Alla ricerca di uno sguardo marittimo l’Italia si scopre se non proprio cieca almeno molto miope. Ciò che palesemente manca è una visione del mare come estensore e moltiplicatore di potenza, un mezzo vitale per esprimere il soft-power italiano e uno spazio indispensabile alla difesa degli interessi vitali del Paese. Alla luce di questi tre parametri possiamo ben dire che l’Italia non si è ancora ripresa dal trauma causatogli della fine della guerra fredda. Vediamo di capire perché.

Tutto ha inizio a partire dalla fine degli anni ’90, con il definitivo collasso dell’URSS, quando gli Stati Uniti scoprono che era giunto il tempo di prestare attenzione a nuovi teatri; in primo luogo a quello indo-pacifico dove Washington era ed è tuttora convinto di dover giocare la decisiva partita con la Cina. Peraltro a dare una spallata alla noblesse del Mediterraneo aveva pensato l’allargamento a est della NATO. Polonia, stati baltici, Ungheria, ma anche Romania e Ucraina garantivano un più vicino e pressante contributo al contenimento della Russia, nel frattempo faticosamente riemersa dall’apnea post-sovietica.

Per Washington il Mediterraneo si è dunque negli anni trasformato in un teatro di secondo piano, in cui l’impero americano poteva anche non intervenire direttamente, lasciando alle foederatae civitates la gestione delle crisi regionali. L’incancrenita questione israelo-palestinese, il disfacimento del Libano, la guerra civile in Siria, l’espansione turca ai danni dei Curdi, gli attriti balcanici tra Serbia, Kossovo e Croazia, le “primavere arabe” o il sorgere dello stato islamico erano in fondo questioni che il pilastro europeo della NATO e il suo specchio politico della Unione Europea potevano a gestire oppure sopportare, poco importa.
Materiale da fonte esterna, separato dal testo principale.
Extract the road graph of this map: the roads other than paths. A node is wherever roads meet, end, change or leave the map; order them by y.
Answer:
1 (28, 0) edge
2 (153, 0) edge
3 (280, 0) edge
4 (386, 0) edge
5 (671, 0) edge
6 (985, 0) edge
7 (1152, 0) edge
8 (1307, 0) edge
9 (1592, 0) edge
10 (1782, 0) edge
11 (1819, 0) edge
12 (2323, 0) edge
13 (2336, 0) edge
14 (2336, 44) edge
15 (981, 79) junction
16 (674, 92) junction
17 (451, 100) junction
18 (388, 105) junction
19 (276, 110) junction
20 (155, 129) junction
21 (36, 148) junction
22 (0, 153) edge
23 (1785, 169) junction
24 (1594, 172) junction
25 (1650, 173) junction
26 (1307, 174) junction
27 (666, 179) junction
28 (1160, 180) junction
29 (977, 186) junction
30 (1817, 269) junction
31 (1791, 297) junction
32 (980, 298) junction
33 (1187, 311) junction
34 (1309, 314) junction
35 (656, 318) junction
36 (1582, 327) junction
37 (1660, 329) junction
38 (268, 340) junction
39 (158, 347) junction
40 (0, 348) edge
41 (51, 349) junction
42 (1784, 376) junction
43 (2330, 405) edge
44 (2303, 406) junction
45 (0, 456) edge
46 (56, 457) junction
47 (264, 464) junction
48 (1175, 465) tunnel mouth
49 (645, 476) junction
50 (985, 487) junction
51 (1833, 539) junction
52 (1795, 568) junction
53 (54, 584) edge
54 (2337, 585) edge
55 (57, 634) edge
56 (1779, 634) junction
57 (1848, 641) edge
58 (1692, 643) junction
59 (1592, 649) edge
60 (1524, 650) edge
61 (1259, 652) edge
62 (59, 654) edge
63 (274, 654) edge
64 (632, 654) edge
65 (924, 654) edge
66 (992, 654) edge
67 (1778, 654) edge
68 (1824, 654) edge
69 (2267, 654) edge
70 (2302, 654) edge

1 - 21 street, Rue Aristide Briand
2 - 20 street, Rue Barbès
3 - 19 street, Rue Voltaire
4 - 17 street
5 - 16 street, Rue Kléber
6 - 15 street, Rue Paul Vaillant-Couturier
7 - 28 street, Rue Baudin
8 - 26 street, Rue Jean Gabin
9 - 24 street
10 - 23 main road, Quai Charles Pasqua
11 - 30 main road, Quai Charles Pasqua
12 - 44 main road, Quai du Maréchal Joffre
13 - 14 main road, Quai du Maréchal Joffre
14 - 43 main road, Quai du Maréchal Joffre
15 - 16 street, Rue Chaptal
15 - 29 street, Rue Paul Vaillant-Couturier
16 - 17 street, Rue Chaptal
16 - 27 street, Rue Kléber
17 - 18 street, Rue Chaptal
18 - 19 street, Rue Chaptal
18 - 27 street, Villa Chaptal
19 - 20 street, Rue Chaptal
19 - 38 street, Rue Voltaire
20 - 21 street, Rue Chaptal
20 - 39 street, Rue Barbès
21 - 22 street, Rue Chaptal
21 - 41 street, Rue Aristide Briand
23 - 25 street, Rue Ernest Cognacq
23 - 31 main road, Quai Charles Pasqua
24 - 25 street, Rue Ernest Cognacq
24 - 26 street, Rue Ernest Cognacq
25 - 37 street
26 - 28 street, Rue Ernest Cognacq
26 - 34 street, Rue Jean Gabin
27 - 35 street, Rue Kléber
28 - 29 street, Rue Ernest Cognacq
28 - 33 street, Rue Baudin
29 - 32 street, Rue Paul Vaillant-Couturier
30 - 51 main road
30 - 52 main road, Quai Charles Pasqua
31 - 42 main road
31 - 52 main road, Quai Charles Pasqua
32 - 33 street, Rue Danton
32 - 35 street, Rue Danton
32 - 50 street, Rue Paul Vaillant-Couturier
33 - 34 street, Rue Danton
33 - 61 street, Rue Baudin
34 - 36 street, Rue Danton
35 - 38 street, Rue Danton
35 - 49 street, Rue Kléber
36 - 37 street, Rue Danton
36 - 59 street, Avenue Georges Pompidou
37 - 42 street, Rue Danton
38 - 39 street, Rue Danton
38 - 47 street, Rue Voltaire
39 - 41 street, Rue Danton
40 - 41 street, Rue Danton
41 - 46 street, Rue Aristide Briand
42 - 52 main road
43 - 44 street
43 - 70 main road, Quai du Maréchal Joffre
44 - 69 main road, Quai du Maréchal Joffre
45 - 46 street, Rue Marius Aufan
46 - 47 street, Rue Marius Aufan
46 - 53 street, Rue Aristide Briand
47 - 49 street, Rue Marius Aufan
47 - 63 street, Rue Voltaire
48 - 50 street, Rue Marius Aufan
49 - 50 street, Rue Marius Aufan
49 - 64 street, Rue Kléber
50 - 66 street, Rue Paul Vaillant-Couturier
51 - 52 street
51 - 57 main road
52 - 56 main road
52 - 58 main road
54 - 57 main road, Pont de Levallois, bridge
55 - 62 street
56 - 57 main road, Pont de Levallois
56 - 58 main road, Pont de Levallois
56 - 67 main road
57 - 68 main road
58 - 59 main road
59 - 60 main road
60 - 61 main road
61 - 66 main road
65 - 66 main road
In questo vuoto di potere alcuni stati hanno ritenuto di trovare lo spazio per proporre e talvolta imporre una propria strategia, altri no. Tra i primi il più vivace è stato di certo la Turchia con la sua visione della “patria blu”, ma anche l’Algeria o la Grecia. Anche la Federazione russa ha tentato e sta tentando di uscire dalla morsa dell’allargamento a est della NATO cercando un aggiramento sul fianco sud dell’Alleanza; manovra questa che passa attraverso il diretto coinvolgimento militare in Siria, l’appoggio all’Egitto e la presenza fisica non solo in Libia ma anche tra gli stati del Sahel africano.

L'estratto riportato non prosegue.